━━━ The data ━━━

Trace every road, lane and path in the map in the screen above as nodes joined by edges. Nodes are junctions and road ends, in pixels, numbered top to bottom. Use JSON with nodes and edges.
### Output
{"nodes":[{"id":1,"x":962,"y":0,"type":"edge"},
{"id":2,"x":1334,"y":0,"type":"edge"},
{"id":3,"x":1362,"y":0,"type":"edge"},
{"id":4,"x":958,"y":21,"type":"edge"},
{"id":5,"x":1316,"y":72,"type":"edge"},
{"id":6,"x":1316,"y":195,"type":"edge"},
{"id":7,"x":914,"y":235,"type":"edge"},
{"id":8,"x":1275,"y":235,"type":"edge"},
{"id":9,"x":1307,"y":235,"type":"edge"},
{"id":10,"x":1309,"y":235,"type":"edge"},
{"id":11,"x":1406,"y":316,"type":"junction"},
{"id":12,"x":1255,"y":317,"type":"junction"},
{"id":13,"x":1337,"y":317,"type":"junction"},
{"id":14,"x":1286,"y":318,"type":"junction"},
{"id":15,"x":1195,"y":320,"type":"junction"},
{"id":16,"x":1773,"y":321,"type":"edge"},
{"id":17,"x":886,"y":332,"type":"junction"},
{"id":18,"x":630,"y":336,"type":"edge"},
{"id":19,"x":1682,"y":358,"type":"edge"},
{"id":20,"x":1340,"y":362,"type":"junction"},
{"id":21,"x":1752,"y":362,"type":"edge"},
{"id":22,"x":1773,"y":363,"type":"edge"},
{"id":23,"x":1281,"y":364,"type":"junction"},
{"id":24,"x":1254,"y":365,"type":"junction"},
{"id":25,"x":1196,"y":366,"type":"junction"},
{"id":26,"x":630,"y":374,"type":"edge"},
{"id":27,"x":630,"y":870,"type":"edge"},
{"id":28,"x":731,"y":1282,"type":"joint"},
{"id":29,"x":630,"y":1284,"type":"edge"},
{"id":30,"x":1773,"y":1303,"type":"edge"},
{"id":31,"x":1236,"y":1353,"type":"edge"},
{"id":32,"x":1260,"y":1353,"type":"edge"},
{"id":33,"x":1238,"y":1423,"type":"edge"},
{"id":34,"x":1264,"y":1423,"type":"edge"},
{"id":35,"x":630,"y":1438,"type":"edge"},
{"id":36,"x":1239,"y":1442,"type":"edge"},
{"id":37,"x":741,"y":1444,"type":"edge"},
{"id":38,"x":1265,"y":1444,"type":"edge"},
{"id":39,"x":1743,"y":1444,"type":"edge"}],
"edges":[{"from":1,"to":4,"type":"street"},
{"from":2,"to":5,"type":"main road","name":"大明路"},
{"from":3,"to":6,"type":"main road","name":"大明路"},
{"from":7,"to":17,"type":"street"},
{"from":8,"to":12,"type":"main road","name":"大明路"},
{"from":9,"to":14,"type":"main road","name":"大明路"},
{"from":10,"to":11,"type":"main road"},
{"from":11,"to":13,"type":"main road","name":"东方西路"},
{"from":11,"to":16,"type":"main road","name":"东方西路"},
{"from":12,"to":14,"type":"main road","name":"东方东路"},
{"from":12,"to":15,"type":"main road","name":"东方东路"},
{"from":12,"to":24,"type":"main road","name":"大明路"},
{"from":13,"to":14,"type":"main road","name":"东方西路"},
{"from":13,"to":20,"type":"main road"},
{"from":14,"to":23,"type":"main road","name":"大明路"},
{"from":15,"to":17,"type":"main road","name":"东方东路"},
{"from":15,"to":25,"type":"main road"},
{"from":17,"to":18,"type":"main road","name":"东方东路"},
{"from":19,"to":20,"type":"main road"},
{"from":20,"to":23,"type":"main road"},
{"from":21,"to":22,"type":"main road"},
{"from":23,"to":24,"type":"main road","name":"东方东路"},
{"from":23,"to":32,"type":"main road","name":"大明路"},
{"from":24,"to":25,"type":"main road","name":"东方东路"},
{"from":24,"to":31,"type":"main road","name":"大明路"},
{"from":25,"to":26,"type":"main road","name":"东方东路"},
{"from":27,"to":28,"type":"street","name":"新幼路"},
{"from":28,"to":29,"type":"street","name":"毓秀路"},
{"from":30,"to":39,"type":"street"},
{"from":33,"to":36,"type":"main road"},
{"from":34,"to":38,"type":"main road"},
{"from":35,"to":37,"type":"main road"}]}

━━━

Task prompt: A complete, exact copy of the entries above is what is wanted.

Expected output:
Trace every road, lane and path in the map in the screen above as nodes joined by edges. Nodes are junctions and road ends, in pixels, numbered top to bottom. Use JSON with nodes and edges.
### Output
{"nodes":[{"id":1,"x":962,"y":0,"type":"edge"},
{"id":2,"x":1334,"y":0,"type":"edge"},
{"id":3,"x":1362,"y":0,"type":"edge"},
{"id":4,"x":958,"y":21,"type":"edge"},
{"id":5,"x":1316,"y":72,"type":"edge"},
{"id":6,"x":1316,"y":195,"type":"edge"},
{"id":7,"x":914,"y":235,"type":"edge"},
{"id":8,"x":1275,"y":235,"type":"edge"},
{"id":9,"x":1307,"y":235,"type":"edge"},
{"id":10,"x":1309,"y":235,"type":"edge"},
{"id":11,"x":1406,"y":316,"type":"junction"},
{"id":12,"x":1255,"y":317,"type":"junction"},
{"id":13,"x":1337,"y":317,"type":"junction"},
{"id":14,"x":1286,"y":318,"type":"junction"},
{"id":15,"x":1195,"y":320,"type":"junction"},
{"id":16,"x":1773,"y":321,"type":"edge"},
{"id":17,"x":886,"y":332,"type":"junction"},
{"id":18,"x":630,"y":336,"type":"edge"},
{"id":19,"x":1682,"y":358,"type":"edge"},
{"id":20,"x":1340,"y":362,"type":"junction"},
{"id":21,"x":1752,"y":362,"type":"edge"},
{"id":22,"x":1773,"y":363,"type":"edge"},
{"id":23,"x":1281,"y":364,"type":"junction"},
{"id":24,"x":1254,"y":365,"type":"junction"},
{"id":25,"x":1196,"y":366,"type":"junction"},
{"id":26,"x":630,"y":374,"type":"edge"},
{"id":27,"x":630,"y":870,"type":"edge"},
{"id":28,"x":731,"y":1282,"type":"joint"},
{"id":29,"x":630,"y":1284,"type":"edge"},
{"id":30,"x":1773,"y":1303,"type":"edge"},
{"id":31,"x":1236,"y":1353,"type":"edge"},
{"id":32,"x":1260,"y":1353,"type":"edge"},
{"id":33,"x":1238,"y":1423,"type":"edge"},
{"id":34,"x":1264,"y":1423,"type":"edge"},
{"id":35,"x":630,"y":1438,"type":"edge"},
{"id":36,"x":1239,"y":1442,"type":"edge"},
{"id":37,"x":741,"y":1444,"type":"edge"},
{"id":38,"x":1265,"y":1444,"type":"edge"},
{"id":39,"x":1743,"y":1444,"type":"edge"}],
"edges":[{"from":1,"to":4,"type":"street"},
{"from":2,"to":5,"type":"main road","name":"大明路"},
{"from":3,"to":6,"type":"main road","name":"大明路"},
{"from":7,"to":17,"type":"street"},
{"from":8,"to":12,"type":"main road","name":"大明路"},
{"from":9,"to":14,"type":"main road","name":"大明路"},
{"from":10,"to":11,"type":"main road"},
{"from":11,"to":13,"type":"main road","name":"东方西路"},
{"from":11,"to":16,"type":"main road","name":"东方西路"},
{"from":12,"to":14,"type":"main road","name":"东方东路"},
{"from":12,"to":15,"type":"main road","name":"东方东路"},
{"from":12,"to":24,"type":"main road","name":"大明路"},
{"from":13,"to":14,"type":"main road","name":"东方西路"},
{"from":13,"to":20,"type":"main road"},
{"from":14,"to":23,"type":"main road","name":"大明路"},
{"from":15,"to":17,"type":"main road","name":"东方东路"},
{"from":15,"to":25,"type":"main road"},
{"from":17,"to":18,"type":"main road","name":"东方东路"},
{"from":19,"to":20,"type":"main road"},
{"from":20,"to":23,"type":"main road"},
{"from":21,"to":22,"type":"main road"},
{"from":23,"to":24,"type":"main road","name":"东方东路"},
{"from":23,"to":32,"type":"main road","name":"大明路"},
{"from":24,"to":25,"type":"main road","name":"东方东路"},
{"from":24,"to":31,"type":"main road","name":"大明路"},
{"from":25,"to":26,"type":"main road","name":"东方东路"},
{"from":27,"to":28,"type":"street","name":"新幼路"},
{"from":28,"to":29,"type":"street","name":"毓秀路"},
{"from":30,"to":39,"type":"street"},
{"from":33,"to":36,"type":"main road"},
{"from":34,"to":38,"type":"main road"},
{"from":35,"to":37,"type":"main road"}]}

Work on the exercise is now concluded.